● **What the task requires**
Your reply should consist solely of the number of lines in the data that contain "Rosa".

● **Data provided**
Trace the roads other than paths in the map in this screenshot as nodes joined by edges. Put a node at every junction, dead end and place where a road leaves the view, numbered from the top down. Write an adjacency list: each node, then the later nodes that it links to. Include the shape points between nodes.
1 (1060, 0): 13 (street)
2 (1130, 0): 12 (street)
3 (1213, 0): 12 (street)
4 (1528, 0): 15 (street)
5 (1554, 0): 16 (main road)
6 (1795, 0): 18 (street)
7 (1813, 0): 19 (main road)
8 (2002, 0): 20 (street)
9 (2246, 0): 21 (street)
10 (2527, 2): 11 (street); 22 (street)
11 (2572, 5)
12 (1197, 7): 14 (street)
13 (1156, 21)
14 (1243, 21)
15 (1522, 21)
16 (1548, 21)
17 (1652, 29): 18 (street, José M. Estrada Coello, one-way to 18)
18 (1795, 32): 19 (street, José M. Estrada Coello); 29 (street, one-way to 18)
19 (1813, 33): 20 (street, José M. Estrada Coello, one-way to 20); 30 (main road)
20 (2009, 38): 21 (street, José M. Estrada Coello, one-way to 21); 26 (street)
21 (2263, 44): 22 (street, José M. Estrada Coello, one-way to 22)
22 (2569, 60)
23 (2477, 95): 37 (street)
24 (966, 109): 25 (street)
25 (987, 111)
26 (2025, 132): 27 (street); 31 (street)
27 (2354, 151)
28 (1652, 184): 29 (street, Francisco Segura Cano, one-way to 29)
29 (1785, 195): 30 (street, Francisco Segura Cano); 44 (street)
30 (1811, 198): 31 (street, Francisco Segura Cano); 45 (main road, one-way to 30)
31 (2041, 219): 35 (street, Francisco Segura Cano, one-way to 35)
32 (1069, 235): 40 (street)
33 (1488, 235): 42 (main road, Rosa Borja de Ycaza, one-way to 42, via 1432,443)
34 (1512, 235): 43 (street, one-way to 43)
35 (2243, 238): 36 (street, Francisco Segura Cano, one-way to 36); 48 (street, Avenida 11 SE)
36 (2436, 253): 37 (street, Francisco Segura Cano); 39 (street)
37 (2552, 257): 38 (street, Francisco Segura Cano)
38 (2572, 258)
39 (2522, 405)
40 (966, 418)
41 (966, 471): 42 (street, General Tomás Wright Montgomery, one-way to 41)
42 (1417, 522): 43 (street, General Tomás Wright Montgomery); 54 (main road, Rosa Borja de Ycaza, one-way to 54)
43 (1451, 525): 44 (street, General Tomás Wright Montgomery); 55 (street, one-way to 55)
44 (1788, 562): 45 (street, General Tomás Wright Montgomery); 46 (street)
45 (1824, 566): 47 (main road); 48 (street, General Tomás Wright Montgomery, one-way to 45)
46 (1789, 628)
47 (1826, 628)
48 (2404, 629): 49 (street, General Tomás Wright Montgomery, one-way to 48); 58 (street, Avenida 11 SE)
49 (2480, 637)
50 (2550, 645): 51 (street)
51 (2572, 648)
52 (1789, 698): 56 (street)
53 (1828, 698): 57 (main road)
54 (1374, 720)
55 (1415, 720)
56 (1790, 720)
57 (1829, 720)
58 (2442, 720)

● **Answer for this exercise**
2